[[ Supplied material open ]]

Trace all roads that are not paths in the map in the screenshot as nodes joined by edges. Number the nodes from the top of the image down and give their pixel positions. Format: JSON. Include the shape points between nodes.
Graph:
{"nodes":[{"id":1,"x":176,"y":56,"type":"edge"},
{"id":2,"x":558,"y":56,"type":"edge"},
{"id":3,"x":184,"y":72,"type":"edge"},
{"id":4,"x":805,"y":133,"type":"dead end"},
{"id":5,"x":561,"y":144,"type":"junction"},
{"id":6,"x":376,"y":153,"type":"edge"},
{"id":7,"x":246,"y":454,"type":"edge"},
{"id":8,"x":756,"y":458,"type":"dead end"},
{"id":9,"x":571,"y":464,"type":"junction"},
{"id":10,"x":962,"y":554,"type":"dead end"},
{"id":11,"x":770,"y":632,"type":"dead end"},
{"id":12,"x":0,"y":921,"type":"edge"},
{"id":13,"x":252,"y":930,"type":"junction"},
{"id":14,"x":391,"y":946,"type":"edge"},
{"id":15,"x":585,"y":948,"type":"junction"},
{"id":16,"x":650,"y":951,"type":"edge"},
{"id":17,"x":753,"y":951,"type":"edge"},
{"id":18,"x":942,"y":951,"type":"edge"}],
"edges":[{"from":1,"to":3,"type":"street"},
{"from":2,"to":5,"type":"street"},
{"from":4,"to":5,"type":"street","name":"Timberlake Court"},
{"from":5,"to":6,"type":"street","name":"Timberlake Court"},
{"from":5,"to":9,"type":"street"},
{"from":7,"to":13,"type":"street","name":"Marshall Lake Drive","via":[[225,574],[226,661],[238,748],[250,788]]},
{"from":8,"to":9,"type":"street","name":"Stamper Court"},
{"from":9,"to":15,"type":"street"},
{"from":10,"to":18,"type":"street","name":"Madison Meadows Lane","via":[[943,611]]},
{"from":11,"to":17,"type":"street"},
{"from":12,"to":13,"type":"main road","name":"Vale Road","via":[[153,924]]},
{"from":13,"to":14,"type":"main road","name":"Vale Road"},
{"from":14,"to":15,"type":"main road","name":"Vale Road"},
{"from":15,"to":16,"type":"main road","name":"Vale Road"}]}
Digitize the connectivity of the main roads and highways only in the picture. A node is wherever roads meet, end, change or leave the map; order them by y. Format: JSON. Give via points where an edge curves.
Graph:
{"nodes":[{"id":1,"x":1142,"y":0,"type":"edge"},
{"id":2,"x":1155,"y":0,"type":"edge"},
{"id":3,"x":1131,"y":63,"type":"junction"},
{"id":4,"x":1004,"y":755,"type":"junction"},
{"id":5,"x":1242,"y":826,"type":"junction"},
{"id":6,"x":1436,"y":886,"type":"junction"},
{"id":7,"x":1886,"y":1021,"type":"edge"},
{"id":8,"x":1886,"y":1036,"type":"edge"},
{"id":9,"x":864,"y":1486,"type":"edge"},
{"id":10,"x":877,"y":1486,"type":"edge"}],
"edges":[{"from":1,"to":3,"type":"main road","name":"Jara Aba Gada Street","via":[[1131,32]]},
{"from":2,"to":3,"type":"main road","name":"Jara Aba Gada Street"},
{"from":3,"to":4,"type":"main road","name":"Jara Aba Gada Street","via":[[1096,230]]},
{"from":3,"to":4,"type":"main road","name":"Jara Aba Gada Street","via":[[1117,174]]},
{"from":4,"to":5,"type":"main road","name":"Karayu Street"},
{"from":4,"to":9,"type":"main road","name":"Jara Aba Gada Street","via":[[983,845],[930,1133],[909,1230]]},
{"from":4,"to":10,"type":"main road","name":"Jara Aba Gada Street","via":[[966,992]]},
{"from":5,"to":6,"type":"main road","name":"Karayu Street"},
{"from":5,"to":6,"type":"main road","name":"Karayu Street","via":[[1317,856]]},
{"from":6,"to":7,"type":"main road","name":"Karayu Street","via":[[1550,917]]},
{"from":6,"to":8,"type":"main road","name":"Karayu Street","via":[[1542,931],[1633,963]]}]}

[[ Supplied material closed ]]

Could you reproduce every entry above exactly as written?

Exercise answer
Trace all roads that are not paths in the map in the screenshot as nodes joined by edges. Number the nodes from the top of the image down and give their pixel positions. Format: JSON. Include the shape points between nodes.
Graph:
{"nodes":[{"id":1,"x":176,"y":56,"type":"edge"},
{"id":2,"x":558,"y":56,"type":"edge"},
{"id":3,"x":184,"y":72,"type":"edge"},
{"id":4,"x":805,"y":133,"type":"dead end"},
{"id":5,"x":561,"y":144,"type":"junction"},
{"id":6,"x":376,"y":153,"type":"edge"},
{"id":7,"x":246,"y":454,"type":"edge"},
{"id":8,"x":756,"y":458,"type":"dead end"},
{"id":9,"x":571,"y":464,"type":"junction"},
{"id":10,"x":962,"y":554,"type":"dead end"},
{"id":11,"x":770,"y":632,"type":"dead end"},
{"id":12,"x":0,"y":921,"type":"edge"},
{"id":13,"x":252,"y":930,"type":"junction"},
{"id":14,"x":391,"y":946,"type":"edge"},
{"id":15,"x":585,"y":948,"type":"junction"},
{"id":16,"x":650,"y":951,"type":"edge"},
{"id":17,"x":753,"y":951,"type":"edge"},
{"id":18,"x":942,"y":951,"type":"edge"}],
"edges":[{"from":1,"to":3,"type":"street"},
{"from":2,"to":5,"type":"street"},
{"from":4,"to":5,"type":"street","name":"Timberlake Court"},
{"from":5,"to":6,"type":"street","name":"Timberlake Court"},
{"from":5,"to":9,"type":"street"},
{"from":7,"to":13,"type":"street","name":"Marshall Lake Drive","via":[[225,574],[226,661],[238,748],[250,788]]},
{"from":8,"to":9,"type":"street","name":"Stamper Court"},
{"from":9,"to":15,"type":"street"},
{"from":10,"to":18,"type":"street","name":"Madison Meadows Lane","via":[[943,611]]},
{"from":11,"to":17,"type":"street"},
{"from":12,"to":13,"type":"main road","name":"Vale Road","via":[[153,924]]},
{"from":13,"to":14,"type":"main road","name":"Vale Road"},
{"from":14,"to":15,"type":"main road","name":"Vale Road"},
{"from":15,"to":16,"type":"main road","name":"Vale Road"}]}
Digitize the connectivity of the main roads and highways only in the picture. A node is wherever roads meet, end, change or leave the map; order them by y. Format: JSON. Give via points where an edge curves.
Graph:
{"nodes":[{"id":1,"x":1142,"y":0,"type":"edge"},
{"id":2,"x":1155,"y":0,"type":"edge"},
{"id":3,"x":1131,"y":63,"type":"junction"},
{"id":4,"x":1004,"y":755,"type":"junction"},
{"id":5,"x":1242,"y":826,"type":"junction"},
{"id":6,"x":1436,"y":886,"type":"junction"},
{"id":7,"x":1886,"y":1021,"type":"edge"},
{"id":8,"x":1886,"y":1036,"type":"edge"},
{"id":9,"x":864,"y":1486,"type":"edge"},
{"id":10,"x":877,"y":1486,"type":"edge"}],
"edges":[{"from":1,"to":3,"type":"main road","name":"Jara Aba Gada Street","via":[[1131,32]]},
{"from":2,"to":3,"type":"main road","name":"Jara Aba Gada Street"},
{"from":3,"to":4,"type":"main road","name":"Jara Aba Gada Street","via":[[1096,230]]},
{"from":3,"to":4,"type":"main road","name":"Jara Aba Gada Street","via":[[1117,174]]},
{"from":4,"to":5,"type":"main road","name":"Karayu Street"},
{"from":4,"to":9,"type":"main road","name":"Jara Aba Gada Street","via":[[983,845],[930,1133],[909,1230]]},
{"from":4,"to":10,"type":"main road","name":"Jara Aba Gada Street","via":[[966,992]]},
{"from":5,"to":6,"type":"main road","name":"Karayu Street"},
{"from":5,"to":6,"type":"main road","name":"Karayu Street","via":[[1317,856]]},
{"from":6,"to":7,"type":"main road","name":"Karayu Street","via":[[1550,917]]},
{"from":6,"to":8,"type":"main road","name":"Karayu Street","via":[[1542,931],[1633,963]]}]}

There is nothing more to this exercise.